══ RECORD EXCERPTS ══
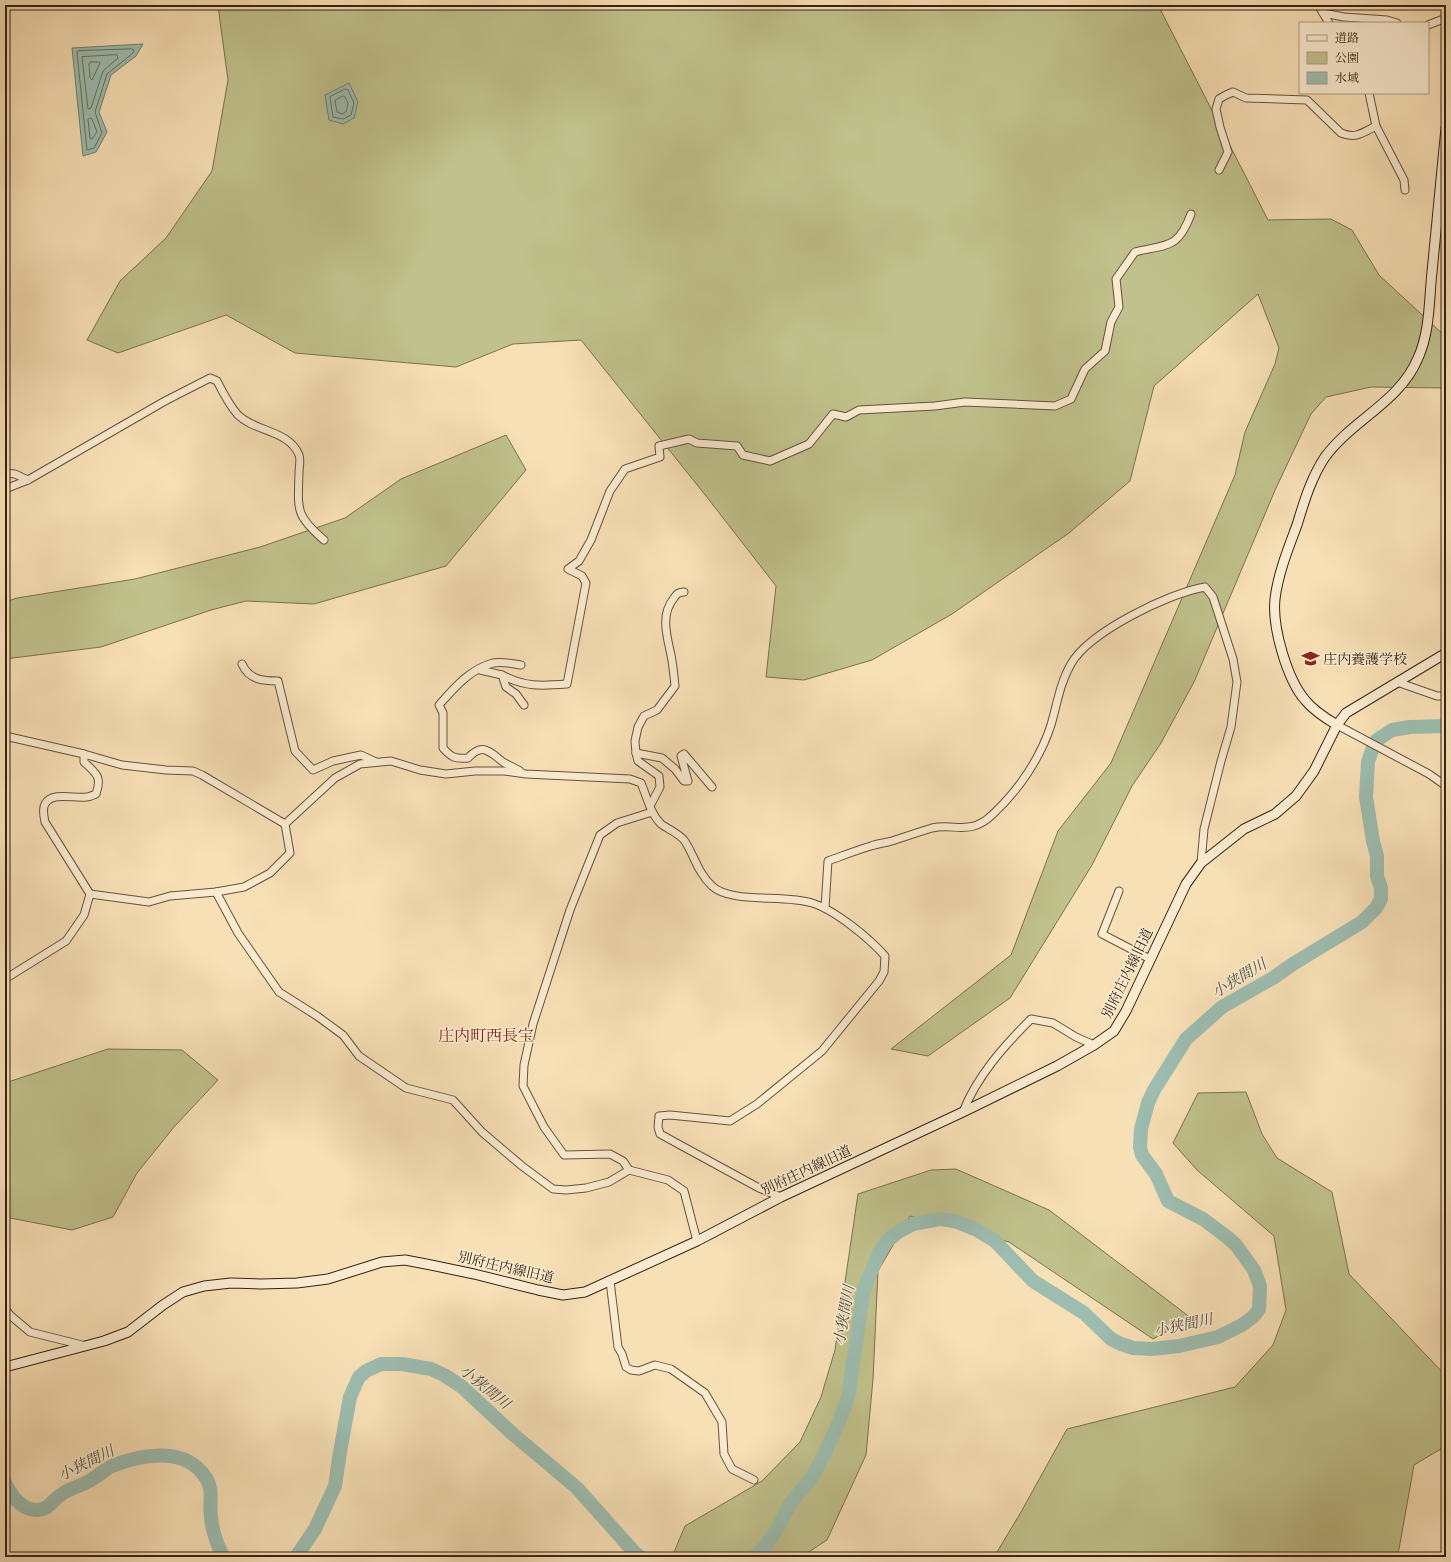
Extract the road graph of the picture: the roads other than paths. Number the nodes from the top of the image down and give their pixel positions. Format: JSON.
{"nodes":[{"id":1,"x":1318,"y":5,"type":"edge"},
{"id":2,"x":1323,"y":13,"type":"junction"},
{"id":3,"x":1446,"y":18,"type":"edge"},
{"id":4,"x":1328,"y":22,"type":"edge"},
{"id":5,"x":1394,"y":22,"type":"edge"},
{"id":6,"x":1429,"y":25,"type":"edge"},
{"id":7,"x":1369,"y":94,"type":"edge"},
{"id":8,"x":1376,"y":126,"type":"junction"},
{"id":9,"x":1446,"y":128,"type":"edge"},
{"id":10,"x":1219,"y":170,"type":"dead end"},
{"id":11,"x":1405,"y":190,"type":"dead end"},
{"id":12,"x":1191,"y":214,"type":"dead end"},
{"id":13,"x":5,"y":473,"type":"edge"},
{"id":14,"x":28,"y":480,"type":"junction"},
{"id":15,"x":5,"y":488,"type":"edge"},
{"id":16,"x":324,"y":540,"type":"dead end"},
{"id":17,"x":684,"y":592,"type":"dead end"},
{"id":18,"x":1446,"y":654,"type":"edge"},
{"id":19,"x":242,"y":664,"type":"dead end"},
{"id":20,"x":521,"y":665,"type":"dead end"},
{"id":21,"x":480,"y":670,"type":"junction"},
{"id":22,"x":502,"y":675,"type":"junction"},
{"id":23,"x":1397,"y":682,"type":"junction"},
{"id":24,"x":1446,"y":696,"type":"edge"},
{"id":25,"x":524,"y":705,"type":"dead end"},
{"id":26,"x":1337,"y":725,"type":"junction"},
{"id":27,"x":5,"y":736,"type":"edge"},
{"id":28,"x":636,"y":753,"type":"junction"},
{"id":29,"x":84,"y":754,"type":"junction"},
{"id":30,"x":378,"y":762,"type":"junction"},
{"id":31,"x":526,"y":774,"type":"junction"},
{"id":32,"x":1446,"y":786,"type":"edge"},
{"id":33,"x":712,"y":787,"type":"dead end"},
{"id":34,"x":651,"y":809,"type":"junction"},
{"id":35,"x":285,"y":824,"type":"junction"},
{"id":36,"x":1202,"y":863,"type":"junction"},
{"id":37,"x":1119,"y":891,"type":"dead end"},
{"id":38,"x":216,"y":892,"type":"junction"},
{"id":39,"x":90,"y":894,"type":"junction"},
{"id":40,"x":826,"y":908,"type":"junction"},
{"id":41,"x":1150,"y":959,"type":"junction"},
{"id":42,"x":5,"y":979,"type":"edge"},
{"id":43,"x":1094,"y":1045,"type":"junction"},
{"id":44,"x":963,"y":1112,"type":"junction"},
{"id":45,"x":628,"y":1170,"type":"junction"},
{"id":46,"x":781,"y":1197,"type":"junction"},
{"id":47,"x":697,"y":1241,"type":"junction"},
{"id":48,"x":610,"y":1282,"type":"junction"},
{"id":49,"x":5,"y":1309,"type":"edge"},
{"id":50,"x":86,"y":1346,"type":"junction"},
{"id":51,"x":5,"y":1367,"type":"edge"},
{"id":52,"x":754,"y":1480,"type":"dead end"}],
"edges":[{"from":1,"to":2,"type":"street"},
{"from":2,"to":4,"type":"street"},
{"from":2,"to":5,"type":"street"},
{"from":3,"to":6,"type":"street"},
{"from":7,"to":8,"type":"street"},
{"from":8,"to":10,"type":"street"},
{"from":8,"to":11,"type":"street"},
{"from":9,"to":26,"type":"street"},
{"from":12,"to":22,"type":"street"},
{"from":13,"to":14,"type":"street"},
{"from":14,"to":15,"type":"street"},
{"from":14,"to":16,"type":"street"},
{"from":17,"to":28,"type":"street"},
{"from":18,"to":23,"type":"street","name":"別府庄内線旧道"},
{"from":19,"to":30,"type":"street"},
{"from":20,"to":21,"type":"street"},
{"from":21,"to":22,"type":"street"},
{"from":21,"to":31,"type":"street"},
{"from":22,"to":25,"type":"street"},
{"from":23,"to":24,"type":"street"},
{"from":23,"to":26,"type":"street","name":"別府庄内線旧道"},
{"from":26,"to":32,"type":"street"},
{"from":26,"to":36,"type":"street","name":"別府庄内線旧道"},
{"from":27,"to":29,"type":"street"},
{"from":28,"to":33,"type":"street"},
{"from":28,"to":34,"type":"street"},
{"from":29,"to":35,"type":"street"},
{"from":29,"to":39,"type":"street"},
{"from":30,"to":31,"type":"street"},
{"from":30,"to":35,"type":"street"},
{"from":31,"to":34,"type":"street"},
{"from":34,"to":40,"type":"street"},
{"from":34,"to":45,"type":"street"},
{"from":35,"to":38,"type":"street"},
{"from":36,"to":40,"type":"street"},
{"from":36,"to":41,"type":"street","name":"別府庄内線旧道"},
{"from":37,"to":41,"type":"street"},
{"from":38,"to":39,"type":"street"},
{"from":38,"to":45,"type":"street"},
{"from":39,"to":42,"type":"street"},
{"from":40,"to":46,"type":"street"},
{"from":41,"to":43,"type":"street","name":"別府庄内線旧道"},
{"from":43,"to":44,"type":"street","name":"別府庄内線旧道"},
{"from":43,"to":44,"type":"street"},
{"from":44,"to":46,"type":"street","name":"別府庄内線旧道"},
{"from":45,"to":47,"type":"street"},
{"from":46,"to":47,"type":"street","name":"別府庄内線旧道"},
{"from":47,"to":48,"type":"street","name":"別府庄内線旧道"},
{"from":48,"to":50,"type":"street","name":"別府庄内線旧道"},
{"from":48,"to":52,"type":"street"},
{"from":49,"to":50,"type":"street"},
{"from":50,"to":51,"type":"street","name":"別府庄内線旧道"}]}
═══
**TASK ITEM**
Please output the entries above exactly, leaving out every picture.

**EXERCISE OUTPUT**
Extract the road graph of the picture: the roads other than paths. Number the nodes from the top of the image down and give their pixel positions. Format: JSON.
{"nodes":[{"id":1,"x":1318,"y":5,"type":"edge"},
{"id":2,"x":1323,"y":13,"type":"junction"},
{"id":3,"x":1446,"y":18,"type":"edge"},
{"id":4,"x":1328,"y":22,"type":"edge"},
{"id":5,"x":1394,"y":22,"type":"edge"},
{"id":6,"x":1429,"y":25,"type":"edge"},
{"id":7,"x":1369,"y":94,"type":"edge"},
{"id":8,"x":1376,"y":126,"type":"junction"},
{"id":9,"x":1446,"y":128,"type":"edge"},
{"id":10,"x":1219,"y":170,"type":"dead end"},
{"id":11,"x":1405,"y":190,"type":"dead end"},
{"id":12,"x":1191,"y":214,"type":"dead end"},
{"id":13,"x":5,"y":473,"type":"edge"},
{"id":14,"x":28,"y":480,"type":"junction"},
{"id":15,"x":5,"y":488,"type":"edge"},
{"id":16,"x":324,"y":540,"type":"dead end"},
{"id":17,"x":684,"y":592,"type":"dead end"},
{"id":18,"x":1446,"y":654,"type":"edge"},
{"id":19,"x":242,"y":664,"type":"dead end"},
{"id":20,"x":521,"y":665,"type":"dead end"},
{"id":21,"x":480,"y":670,"type":"junction"},
{"id":22,"x":502,"y":675,"type":"junction"},
{"id":23,"x":1397,"y":682,"type":"junction"},
{"id":24,"x":1446,"y":696,"type":"edge"},
{"id":25,"x":524,"y":705,"type":"dead end"},
{"id":26,"x":1337,"y":725,"type":"junction"},
{"id":27,"x":5,"y":736,"type":"edge"},
{"id":28,"x":636,"y":753,"type":"junction"},
{"id":29,"x":84,"y":754,"type":"junction"},
{"id":30,"x":378,"y":762,"type":"junction"},
{"id":31,"x":526,"y":774,"type":"junction"},
{"id":32,"x":1446,"y":786,"type":"edge"},
{"id":33,"x":712,"y":787,"type":"dead end"},
{"id":34,"x":651,"y":809,"type":"junction"},
{"id":35,"x":285,"y":824,"type":"junction"},
{"id":36,"x":1202,"y":863,"type":"junction"},
{"id":37,"x":1119,"y":891,"type":"dead end"},
{"id":38,"x":216,"y":892,"type":"junction"},
{"id":39,"x":90,"y":894,"type":"junction"},
{"id":40,"x":826,"y":908,"type":"junction"},
{"id":41,"x":1150,"y":959,"type":"junction"},
{"id":42,"x":5,"y":979,"type":"edge"},
{"id":43,"x":1094,"y":1045,"type":"junction"},
{"id":44,"x":963,"y":1112,"type":"junction"},
{"id":45,"x":628,"y":1170,"type":"junction"},
{"id":46,"x":781,"y":1197,"type":"junction"},
{"id":47,"x":697,"y":1241,"type":"junction"},
{"id":48,"x":610,"y":1282,"type":"junction"},
{"id":49,"x":5,"y":1309,"type":"edge"},
{"id":50,"x":86,"y":1346,"type":"junction"},
{"id":51,"x":5,"y":1367,"type":"edge"},
{"id":52,"x":754,"y":1480,"type":"dead end"}],
"edges":[{"from":1,"to":2,"type":"street"},
{"from":2,"to":4,"type":"street"},
{"from":2,"to":5,"type":"street"},
{"from":3,"to":6,"type":"street"},
{"from":7,"to":8,"type":"street"},
{"from":8,"to":10,"type":"street"},
{"from":8,"to":11,"type":"street"},
{"from":9,"to":26,"type":"street"},
{"from":12,"to":22,"type":"street"},
{"from":13,"to":14,"type":"street"},
{"from":14,"to":15,"type":"street"},
{"from":14,"to":16,"type":"street"},
{"from":17,"to":28,"type":"street"},
{"from":18,"to":23,"type":"street","name":"別府庄内線旧道"},
{"from":19,"to":30,"type":"street"},
{"from":20,"to":21,"type":"street"},
{"from":21,"to":22,"type":"street"},
{"from":21,"to":31,"type":"street"},
{"from":22,"to":25,"type":"street"},
{"from":23,"to":24,"type":"street"},
{"from":23,"to":26,"type":"street","name":"別府庄内線旧道"},
{"from":26,"to":32,"type":"street"},
{"from":26,"to":36,"type":"street","name":"別府庄内線旧道"},
{"from":27,"to":29,"type":"street"},
{"from":28,"to":33,"type":"street"},
{"from":28,"to":34,"type":"street"},
{"from":29,"to":35,"type":"street"},
{"from":29,"to":39,"type":"street"},
{"from":30,"to":31,"type":"street"},
{"from":30,"to":35,"type":"street"},
{"from":31,"to":34,"type":"street"},
{"from":34,"to":40,"type":"street"},
{"from":34,"to":45,"type":"street"},
{"from":35,"to":38,"type":"street"},
{"from":36,"to":40,"type":"street"},
{"from":36,"to":41,"type":"street","name":"別府庄内線旧道"},
{"from":37,"to":41,"type":"street"},
{"from":38,"to":39,"type":"street"},
{"from":38,"to":45,"type":"street"},
{"from":39,"to":42,"type":"street"},
{"from":40,"to":46,"type":"street"},
{"from":41,"to":43,"type":"street","name":"別府庄内線旧道"},
{"from":43,"to":44,"type":"street","name":"別府庄内線旧道"},
{"from":43,"to":44,"type":"street"},
{"from":44,"to":46,"type":"street","name":"別府庄内線旧道"},
{"from":45,"to":47,"type":"street"},
{"from":46,"to":47,"type":"street","name":"別府庄内線旧道"},
{"from":47,"to":48,"type":"street","name":"別府庄内線旧道"},
{"from":48,"to":50,"type":"street","name":"別府庄内線旧道"},
{"from":48,"to":52,"type":"street"},
{"from":49,"to":50,"type":"street"},
{"from":50,"to":51,"type":"street","name":"別府庄内線旧道"}]}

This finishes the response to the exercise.